There are several initialisms for special education that are used in the paperwork involved in the assessment and placement of children with special needs. For example:
- APR Annual Performance Report: This as a yearly report that covers the student’s progress that is sent to the U.S. Department of Education for monitoring purposes.
- AYP Adequate Yearly Progress: These are standards established by state education departments covering the amount of progress a student should make in a given year.
- BIP Behavioral Intervention Plan: This is an individual plan to help modify a student’s behavior that is positive in nature.
- EI Early Intervention: These are services geared to children who show a risk or signs of development delay who are age three or below.

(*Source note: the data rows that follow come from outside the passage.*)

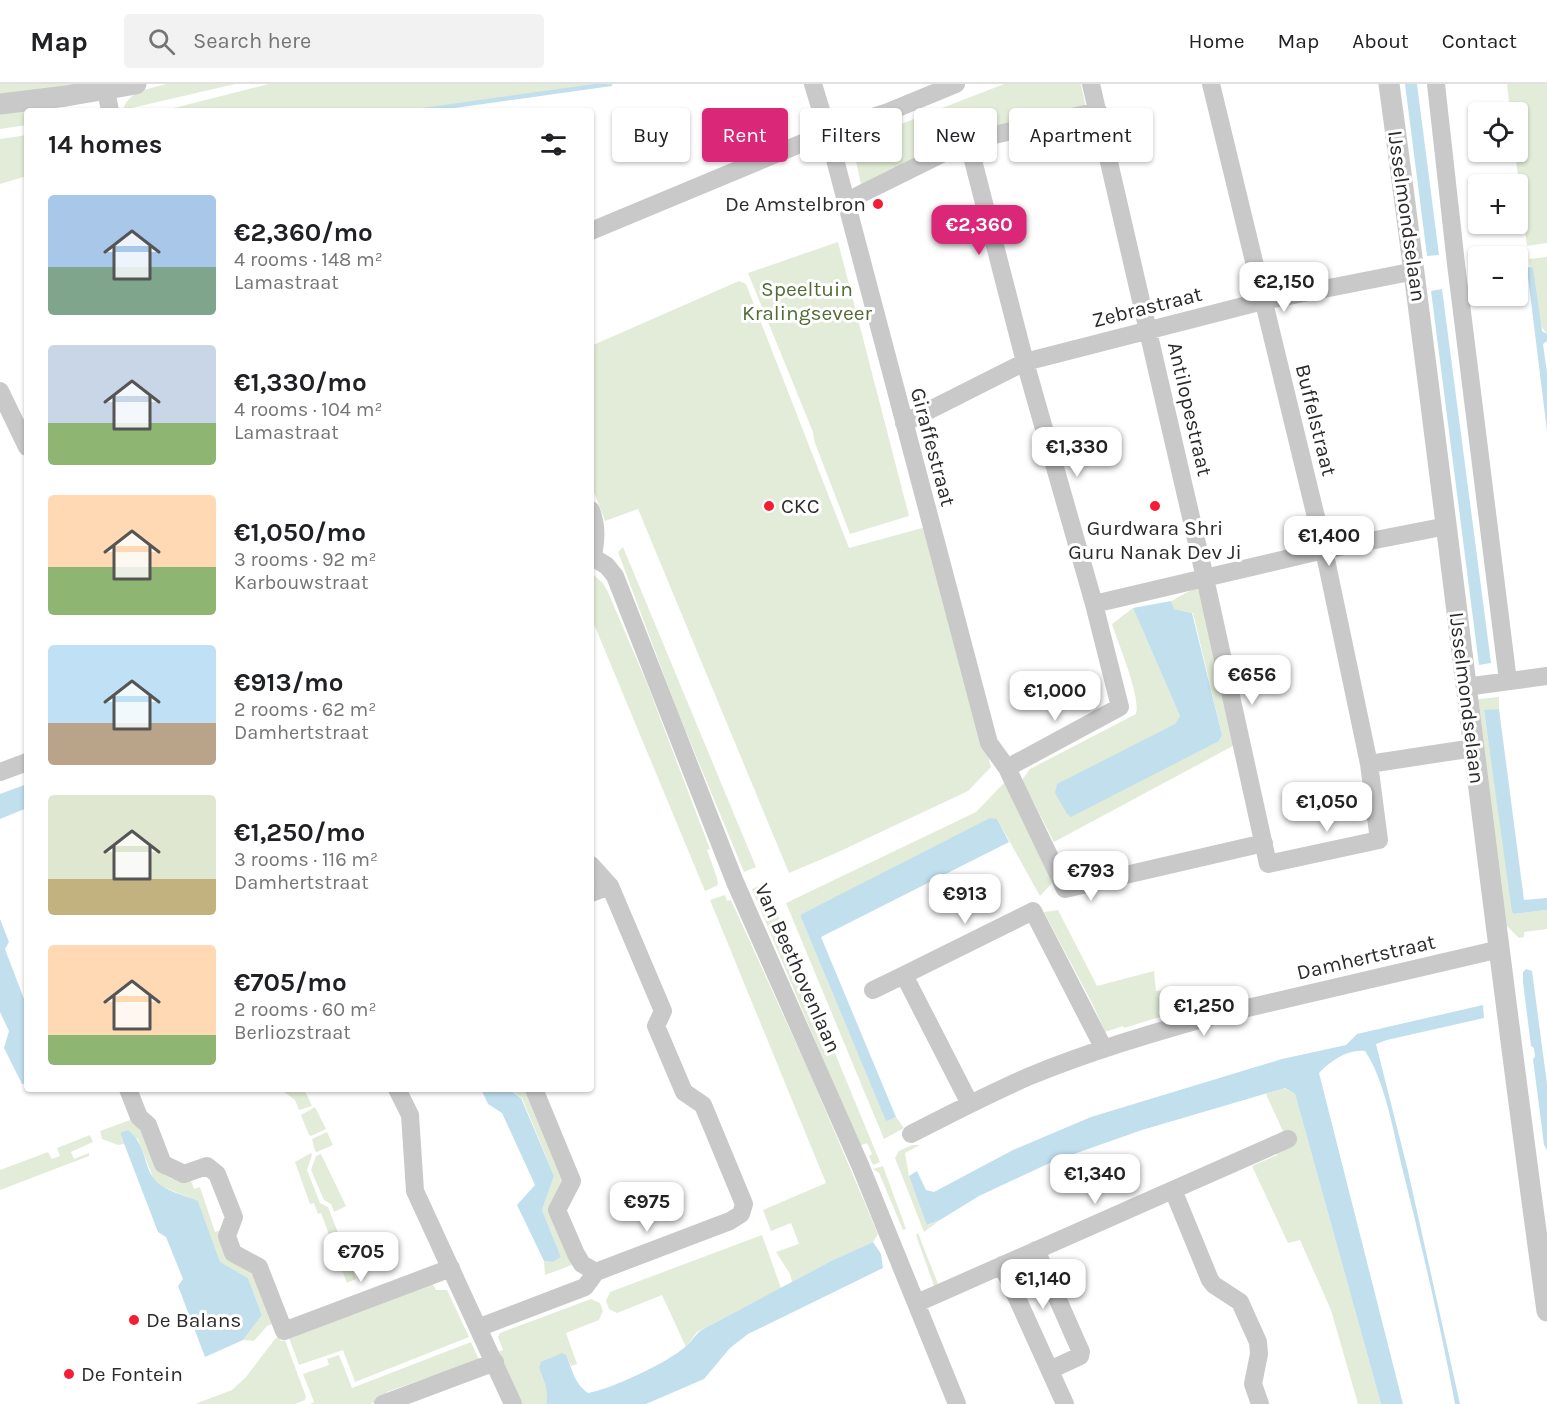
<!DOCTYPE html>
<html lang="en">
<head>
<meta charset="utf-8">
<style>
	body { margin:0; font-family:Karla,sans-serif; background:#f2f2f2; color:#202124; height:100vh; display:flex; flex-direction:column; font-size:22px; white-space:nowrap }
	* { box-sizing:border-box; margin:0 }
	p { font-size:20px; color:#757577 }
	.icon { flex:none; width:33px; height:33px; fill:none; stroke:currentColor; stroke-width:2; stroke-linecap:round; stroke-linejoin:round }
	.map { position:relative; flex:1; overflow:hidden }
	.panel { position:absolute; left:24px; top:24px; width:570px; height:984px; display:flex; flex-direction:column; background:#fff; border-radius:6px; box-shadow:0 2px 4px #0004 }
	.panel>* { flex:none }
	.banner { position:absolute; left:612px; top:24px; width:570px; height:54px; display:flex; gap:12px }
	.buttons { position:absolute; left:1468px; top:18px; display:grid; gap:12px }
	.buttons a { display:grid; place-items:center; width:60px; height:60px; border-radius:6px; background:#fff; box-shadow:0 2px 4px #0004; font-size:30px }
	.price { position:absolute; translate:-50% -51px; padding:0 14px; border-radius:12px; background:#fff; color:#222; font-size:20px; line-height:39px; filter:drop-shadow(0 2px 3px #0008) }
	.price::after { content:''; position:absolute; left:50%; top:36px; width:18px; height:14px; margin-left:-9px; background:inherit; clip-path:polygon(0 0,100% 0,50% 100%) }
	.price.active { background:#db2777; color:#fff }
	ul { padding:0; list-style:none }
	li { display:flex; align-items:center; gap:18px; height:150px; padding:0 24px }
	li span { display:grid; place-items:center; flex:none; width:168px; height:120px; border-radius:6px; color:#555 }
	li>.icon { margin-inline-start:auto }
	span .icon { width:72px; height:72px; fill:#fffc; stroke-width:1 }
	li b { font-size:26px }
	h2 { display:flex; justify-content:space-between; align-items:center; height:72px; padding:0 24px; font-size:26px }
	.pill { padding:0 21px; border-radius:6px; background:#fff; box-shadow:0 2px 4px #0004; font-size:21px; line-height:54px }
	.pill.active { background:#db2777; color:#fff }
	header { display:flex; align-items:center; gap:36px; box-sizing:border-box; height:84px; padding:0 30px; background:#fff; border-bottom:2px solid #e0e0e0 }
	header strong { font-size:28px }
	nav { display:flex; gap:33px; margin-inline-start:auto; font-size:21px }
	.search { width:420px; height:54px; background:#f2f2f2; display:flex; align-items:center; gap:15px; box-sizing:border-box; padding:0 21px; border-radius:6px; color:#757577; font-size:22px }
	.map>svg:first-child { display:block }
	.green { fill:#e3ecd8 }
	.water { fill:#c2dfee }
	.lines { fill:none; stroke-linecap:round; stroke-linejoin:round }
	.stream { stroke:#c2dfee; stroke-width:4.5 }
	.minor { stroke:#c9c9c9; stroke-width:18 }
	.tertiary { stroke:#c9c9c9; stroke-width:21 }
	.poi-dot { fill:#f51c36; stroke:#fff; stroke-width:2 }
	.labels { text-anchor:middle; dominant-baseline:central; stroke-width:6; stroke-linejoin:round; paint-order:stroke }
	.poi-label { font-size:21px; fill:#2c2c2c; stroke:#fff; text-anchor:start }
	.street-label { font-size:21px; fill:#2c2c2c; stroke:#fff }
	.park-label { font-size:21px; fill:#526c36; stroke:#fff }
</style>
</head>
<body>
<header>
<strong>Map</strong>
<div class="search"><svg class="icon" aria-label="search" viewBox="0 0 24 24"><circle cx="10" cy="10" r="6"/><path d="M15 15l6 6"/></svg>Search here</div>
<nav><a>Home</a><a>Map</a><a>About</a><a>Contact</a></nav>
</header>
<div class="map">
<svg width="1547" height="1320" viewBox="0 0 1547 1320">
	<rect width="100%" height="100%" fill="#fff"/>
	<path class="green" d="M0 0H99L0 14Z
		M166 0H235L123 26C128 7 149 5 166 0Z
		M269 0H602L533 13 423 27H162Z
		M1004 0H1081L1086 24 862 105 852 59Z
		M1507 0H1547V159L1527 162 1515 68H1518V28H1510Z
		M27 27V41L0 45V30Z
		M27 51V92L0 100V55Z
		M838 158 909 432 850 450 815 359 813 348 748 189Z
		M1547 173V250L1537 237 1529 175Z
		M739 197 746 200 849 464 926 443 991 683 968 707 834 770 789 789 638 425 605 437 591 400V262Z
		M623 463 756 783 744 788 677 626 618 468Z
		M591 489 602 498 608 508 646 597 710 765 707 766 717 794 718 801 705 807 591 533Z
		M1197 503 1225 573 1244 656 1054 758 1022 696 1030 685 1136 630C1141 613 1118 559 1112 540L1133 524 1180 632 1175 640 1219 657 1222 651 1193 529 1173 525 1171 517Z
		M1499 613V625L1484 627 1514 830 1547 826V845L1524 848V853L1519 854 1505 840 1476 620 1479 615Z
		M1005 698 1052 799 1040 812 997 735 800 831 886 1036 896 1033 904 1044 884 1055 786 819 976 728Z
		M758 802 761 807 767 805 880 1078 873 1081 869 1072 872 1070 867 1059 859 1062 752 805Z
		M725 811 727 817 731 816 810 990 878 1150 873 1158 833 1176 792 1198 790 1190 776 1168 799 1160 791 1139 771 1147 763 1126 826 1099 710 816Z
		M1058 826 1097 902 1154 887 1156 907 1164 906 1166 931 1124 944 1123 942 1105 948 1094 923 1044 828Z
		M1284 1004 1295 1010 1381 1320H1358L1331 1226 1300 1156 1288 1159 1252 1082 1277 1071 1273 1060 1286 1054 1266 1010Z
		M280 1005H304L312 1022 299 1026 295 1016Z
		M509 1005H528L565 1092 551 1122 572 1181 545 1191 544 1177 553 1178 561 1173 542 1126 554 1092 522 1014Z
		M315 1023 326 1045 311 1052 309 1051 301 1031Z
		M133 1035 144 1043 162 1088C169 1096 179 1098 190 1094L194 1105 200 1103 215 1148 221 1146 251 1185 274 1239 267 1242 254 1257 243 1256 262 1231 248 1194 220 1179 198 1117 161 1102 154 1096 138 1055 120 1049 124 1060 118 1061 102 1055 100 1047Z
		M327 1048 333 1061 317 1068 315 1067 312 1055Z
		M90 1051 93 1058 71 1068 74 1075 89 1069V1072L0 1106V1086L48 1068 52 1075 60 1072 57 1064Z
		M912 1061H920L905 1069 909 1092 928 1141 940 1136 924 1148 895 1074 899 1067Z
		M311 1069 312 1071 307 1086 320 1119 328 1123 356 1195 347 1199 321 1129 318 1130 314 1119 310 1120 295 1078Z
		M321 1070 346 1122 334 1128 331 1120 324 1116 311 1086 316 1072Z
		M883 1082 906 1145 903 1146 879 1089 873 1085Z
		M918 1149 938 1200 934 1202 916 1151Z
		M762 1151 781 1204 697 1248 686 1263 662 1211 617 1229 609 1225 606 1217 610 1208Z
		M432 1199 436 1206H447L469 1253 355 1298 343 1266 299 1281 289 1254Z
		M591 1215 600 1219 603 1227 599 1236 566 1249 577 1280 571 1282 566 1271 539 1284 546 1303 547 1320H520L498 1268 503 1266 498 1253 500 1249Z
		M279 1252 281 1257 285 1256 306 1313 305 1316 295 1320H195L232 1306 246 1293 275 1255Z
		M471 1258 480 1278 436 1295 429 1293 387 1308 383 1315 371 1320H310L314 1318 303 1290 329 1281 327 1275 339 1271 352 1304Z"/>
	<path class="water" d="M1405 0H1417L1439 171 1427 172Z
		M1528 183 1533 184 1542 247 1547 250V257L1543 260 1547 289V347L1527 185Z
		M1442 205 1491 579 1479 581 1431 207Z
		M1171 517 1174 525 1192 529 1222 651 1219 657 1071 733 1067 730 1055 709 1057 700 1175 640 1180 632 1133 524Z
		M1499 625 1524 816 1547 814V826L1514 830 1512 828 1484 626Z
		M27 700V724L0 735V710Z
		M990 734 997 735 1009 758 821 853 896 1033 886 1037 800 831Z
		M0 835 9 858 5 865 27 923V999L22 1000 4 964 9 947 0 928Z
		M1526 885 1532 887 1547 1000V1066L1544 1061 1533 975 1535 973 1534 964 1531 962 1523 898V888Z
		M1483 921 1484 934 1387 956 1376 960 1408 1087 1460 1320H1455C1440 1239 1421 1159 1401 1079 1393 1045 1384 995 1365 967 1347 965 1331 977 1319 989L1403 1320H1381L1295 1010 1285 1004 1142 1046 1054 1077 979 1112 940 1136 927 1141 909 1092 917 1087 926 1106 934 1108 1013 1066 1091 1033 1282 975 1346 961 1357 950Z
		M481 1005H508L521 1014 554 1092 542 1126 561 1173 553 1178 544 1177 517 1121 535 1101 502 1029 488 1020Z
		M128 1046C148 1063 142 1080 155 1096 162 1106 187 1112 198 1117L220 1178 248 1194 262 1231 243 1256 205 1273 178 1202 183 1195 166 1153 158 1148 120 1049Z
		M873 1158 881 1170 883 1184 748 1250 730 1264 704 1295 646 1320H547L546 1303 539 1284 541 1278 562 1269 566 1271C573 1286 573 1298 588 1309 611 1305 667 1279 685 1263 693 1257 695 1249 705 1244L833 1176Z"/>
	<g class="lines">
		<path class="stream" d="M417 27 610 0"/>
		<path class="minor" d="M813 0 828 49 989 659 1007 684 1065 805 1264 759
			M1091 0 1205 494 1268 780 1379 756 1369 680 1324 466 1211 0
			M1436 0 1456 180 1508 597
			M106 6 110 27
			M968 57 1025 278 1094 520
			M846 121 859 111 968 57 1098 27
			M591 147 841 43 888 28 956 0
			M0 307 27 363
			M904 339 1025 278 1263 217 1415 187
			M591 426C597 443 596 455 593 472
			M591 472 607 482 615 492 735 798 860 1081 957 1320
			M1465 603 1547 592
			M1369 680 1474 664
			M1007 684 1120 623 1094 520 1324 466 1447 442
			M0 688 27 678
			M591 809 610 802
			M873 906 904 891
			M128 1005 139 1033 148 1041 163 1080 184 1090 207 1082 217 1090 234 1133 227 1152 233 1169 259 1183 284 1247 451 1184
			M397 1005 410 1031 415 1107 513 1320
			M534 1005 572 1097 557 1126 576 1170 582 1180 596 1188
			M970 1020 904 891 1033 827 1104 965
			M911 1050C950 1030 990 1009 1030 992 1088 968 1149 950 1209 933L1500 865
			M1173 1106 1210 1196 1214 1201 1240 1218 1258 1258 1259 1270 1253 1300 1260 1320
			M1036 1166 1081 1268 1080 1272 1050 1286
			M1002 1181 1065 1320
			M917 1219 1288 1055
			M480 1243 585 1203 596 1188 730 1137 741 1130 744 1120 703 1021 684 1008 656 942 663 927 610 802 591 781
			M383 1320 495 1278"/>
		<path class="tertiary" d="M1389 0C1445 409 1490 819 1547 1227
			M0 20 66 12 136 0"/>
	</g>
	<g class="poi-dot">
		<circle cx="878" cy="120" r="6"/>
		<circle cx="769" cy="422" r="6"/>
		<circle cx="1155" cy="422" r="6"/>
		<circle cx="134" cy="1236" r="6"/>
		<circle cx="69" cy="1290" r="6"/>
	</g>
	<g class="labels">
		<g class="poi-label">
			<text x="866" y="120" text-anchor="end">De Amstelbron</text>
			<text x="781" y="422">CKC</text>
			<text x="1155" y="444" text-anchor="middle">Gurdwara Shri<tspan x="1155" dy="24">Guru Nanak Dev Ji</tspan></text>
			<text x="146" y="1236">De Balans</text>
			<text x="81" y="1290">De Fontein</text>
		</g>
		<g class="street-label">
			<text transform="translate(1407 132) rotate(82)">IJsselmondselaan</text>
			<text transform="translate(1147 223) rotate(-14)">Zebrastraat</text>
			<text transform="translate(1190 325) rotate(77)">Antilopestraat</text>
			<text transform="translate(1316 336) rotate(76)">Buffelstraat</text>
			<text transform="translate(933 363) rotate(75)">Giraffestraat</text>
			<text transform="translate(1467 614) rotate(83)">IJsselmondselaan</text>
			<text transform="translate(1366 873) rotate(-13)">Damhertstraat</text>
			<text transform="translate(798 884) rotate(66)">Van Beethovenlaan</text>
		</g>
		<g class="park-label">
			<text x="807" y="205">Speeltuin<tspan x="807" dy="24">Kralingseveer</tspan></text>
		</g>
	</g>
</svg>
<div class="buttons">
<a><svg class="icon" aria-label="locate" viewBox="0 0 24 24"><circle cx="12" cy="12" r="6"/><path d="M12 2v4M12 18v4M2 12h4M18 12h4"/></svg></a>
<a>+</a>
<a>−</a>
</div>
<b class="price active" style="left:979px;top:172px">€2,360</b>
<b class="price" style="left:1284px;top:229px">€2,150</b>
<b class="price" style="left:1077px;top:394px">€1,330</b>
<b class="price" style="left:1329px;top:483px">€1,400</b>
<b class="price" style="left:1252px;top:622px">€656</b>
<b class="price" style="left:1055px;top:638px">€1,000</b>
<b class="price" style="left:1327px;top:749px">€1,050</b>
<b class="price" style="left:1091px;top:818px">€793</b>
<b class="price" style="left:965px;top:841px">€913</b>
<b class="price" style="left:1204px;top:953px">€1,250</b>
<b class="price" style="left:1095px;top:1121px">€1,340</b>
<b class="price" style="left:647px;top:1149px">€975</b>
<b class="price" style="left:361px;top:1199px">€705</b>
<b class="price" style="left:1043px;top:1226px">€1,140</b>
<div class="banner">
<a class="pill">Buy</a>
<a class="pill active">Rent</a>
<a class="pill">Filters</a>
<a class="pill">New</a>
<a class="pill">Apartment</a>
</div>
<section class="panel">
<h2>14 homes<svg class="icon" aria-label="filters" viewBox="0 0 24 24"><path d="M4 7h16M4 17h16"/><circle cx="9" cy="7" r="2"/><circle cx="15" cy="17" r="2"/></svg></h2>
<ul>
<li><span style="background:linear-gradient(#a9c7e8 60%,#7fa58c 0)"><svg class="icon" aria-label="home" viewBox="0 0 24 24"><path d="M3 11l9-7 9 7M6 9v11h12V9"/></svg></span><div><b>€2,360/mo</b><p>4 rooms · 148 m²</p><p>Lamastraat</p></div></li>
<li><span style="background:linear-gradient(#c9d6e8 65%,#8fb573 0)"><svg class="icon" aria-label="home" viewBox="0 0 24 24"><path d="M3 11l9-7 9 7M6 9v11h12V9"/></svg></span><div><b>€1,330/mo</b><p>4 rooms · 104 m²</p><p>Lamastraat</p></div></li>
<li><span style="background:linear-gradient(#ffd9b3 60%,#8fb573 0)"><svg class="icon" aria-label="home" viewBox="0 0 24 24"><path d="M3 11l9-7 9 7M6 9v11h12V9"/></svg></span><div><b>€1,050/mo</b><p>3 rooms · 92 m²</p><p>Karbouwstraat</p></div></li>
<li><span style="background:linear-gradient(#bfe0f5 65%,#b9a48a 0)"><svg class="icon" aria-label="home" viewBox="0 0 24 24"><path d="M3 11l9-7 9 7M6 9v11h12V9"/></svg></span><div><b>€913/mo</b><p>2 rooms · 62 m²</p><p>Damhertstraat</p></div></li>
<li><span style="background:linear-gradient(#dfe7d0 70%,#c2b280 0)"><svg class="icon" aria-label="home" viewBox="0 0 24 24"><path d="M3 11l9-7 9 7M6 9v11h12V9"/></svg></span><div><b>€1,250/mo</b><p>3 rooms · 116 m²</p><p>Damhertstraat</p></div></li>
<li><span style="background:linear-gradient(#ffd9b3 75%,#8fb573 0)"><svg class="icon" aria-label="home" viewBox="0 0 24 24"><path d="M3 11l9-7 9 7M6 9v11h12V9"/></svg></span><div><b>€705/mo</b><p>2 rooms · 60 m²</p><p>Berliozstraat</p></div></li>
</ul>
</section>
</div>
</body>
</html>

- IEE Individual Education Evaluation: This is an independent evaluation of a student’s abilities, conducted by a non-school employee.
- IEP Individual Education Program: This is a plan tailored to the student’s needs according to his or her abilities. It lists the goals, timelines, and services that will be administered among other things. It is usually developed by a committee of teachers and other professionals.
- LRE Least Restrictive Environment: This means that the special needs student will be put in a classroom environment with the least amount of restrictions according to the student’s needs.
- PLEP Present Levels of Educational Performance: This is a statement of the student’s current level of functioning and includes his or her academic strengths, weaknesses, and learning styles. It is part of the IEP.
These are the commonly-used acronyms and initialisms for special education. A medical or educational professional can be an excellent source of explanation for acronyms or initialisms which are more specific or more specialized.